Can Machine Learning Break Wi-Fi Privacy? A Study on MAC Address Randomization

Abstract

Medium Access Control (MAC) address randomization has been widely adopted during the IEEE 802.11 network discovery phase as a countermeasure against passive tracking. This paper exposes vulnerabilities in these privacy protocols by demonstrating that devices remain identifiable using Machine Learning (ML)-based fingerprinting. To study the potential tracking capabilities of a passive attacker, we evaluate different eavesdropping scenarios and configurations.
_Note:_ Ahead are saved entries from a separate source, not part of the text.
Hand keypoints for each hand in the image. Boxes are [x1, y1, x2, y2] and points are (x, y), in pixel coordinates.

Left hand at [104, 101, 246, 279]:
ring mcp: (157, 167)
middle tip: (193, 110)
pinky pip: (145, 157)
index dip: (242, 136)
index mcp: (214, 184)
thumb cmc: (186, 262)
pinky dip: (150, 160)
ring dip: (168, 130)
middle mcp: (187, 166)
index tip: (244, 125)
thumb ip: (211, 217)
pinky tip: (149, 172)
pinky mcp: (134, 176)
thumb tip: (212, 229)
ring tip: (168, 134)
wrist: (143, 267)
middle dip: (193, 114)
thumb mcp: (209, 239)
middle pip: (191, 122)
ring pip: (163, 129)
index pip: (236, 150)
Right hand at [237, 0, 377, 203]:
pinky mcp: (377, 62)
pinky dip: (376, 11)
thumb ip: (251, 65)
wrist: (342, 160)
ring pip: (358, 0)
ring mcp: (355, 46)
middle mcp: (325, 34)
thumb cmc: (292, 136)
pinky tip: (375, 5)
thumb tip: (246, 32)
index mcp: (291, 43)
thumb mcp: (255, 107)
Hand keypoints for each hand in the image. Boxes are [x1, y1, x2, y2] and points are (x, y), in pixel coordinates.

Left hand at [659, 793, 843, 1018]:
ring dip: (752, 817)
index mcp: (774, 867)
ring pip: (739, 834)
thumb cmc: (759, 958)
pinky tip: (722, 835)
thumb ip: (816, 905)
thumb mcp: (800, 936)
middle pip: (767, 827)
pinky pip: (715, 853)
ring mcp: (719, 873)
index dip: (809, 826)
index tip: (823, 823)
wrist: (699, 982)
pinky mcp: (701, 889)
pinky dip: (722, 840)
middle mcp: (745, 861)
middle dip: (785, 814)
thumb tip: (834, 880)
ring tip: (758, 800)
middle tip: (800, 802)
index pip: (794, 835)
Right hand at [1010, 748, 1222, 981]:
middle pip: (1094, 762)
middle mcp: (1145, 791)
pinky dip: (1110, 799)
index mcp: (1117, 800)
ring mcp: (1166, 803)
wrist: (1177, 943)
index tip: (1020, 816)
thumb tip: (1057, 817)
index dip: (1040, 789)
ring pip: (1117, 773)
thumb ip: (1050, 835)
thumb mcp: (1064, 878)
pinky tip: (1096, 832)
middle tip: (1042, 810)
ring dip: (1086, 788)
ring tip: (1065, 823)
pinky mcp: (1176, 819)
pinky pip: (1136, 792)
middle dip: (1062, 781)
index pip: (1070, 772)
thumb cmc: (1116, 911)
To this end, we extract unencrypted hardware specifications from Probe Frames, which we combine with the Inter-Probe Frame Arrival Time (IFAT) and Simulated Received Signal Strength Indication (SRSSI) signals. A core contribution of this paper is the bitwise decomposition of the High Throughput (HT) capabilities information field, which improves device identification accuracy. We evaluate this de-randomization approach using three unsupervised clustering algorithms (K-Means, DBSCAN, and OPTICS) across a dataset of 22 devices from six manufacturers. Our results show that DBSCAN, when using decomposed HT capabilities information and three SRSSI measurements, achieves a global accuracy up to 89.6%. This suggests that the existing MAC randomization solutions are insufficient and underscores the need for enhancing privacy within Wi-Fi standardization.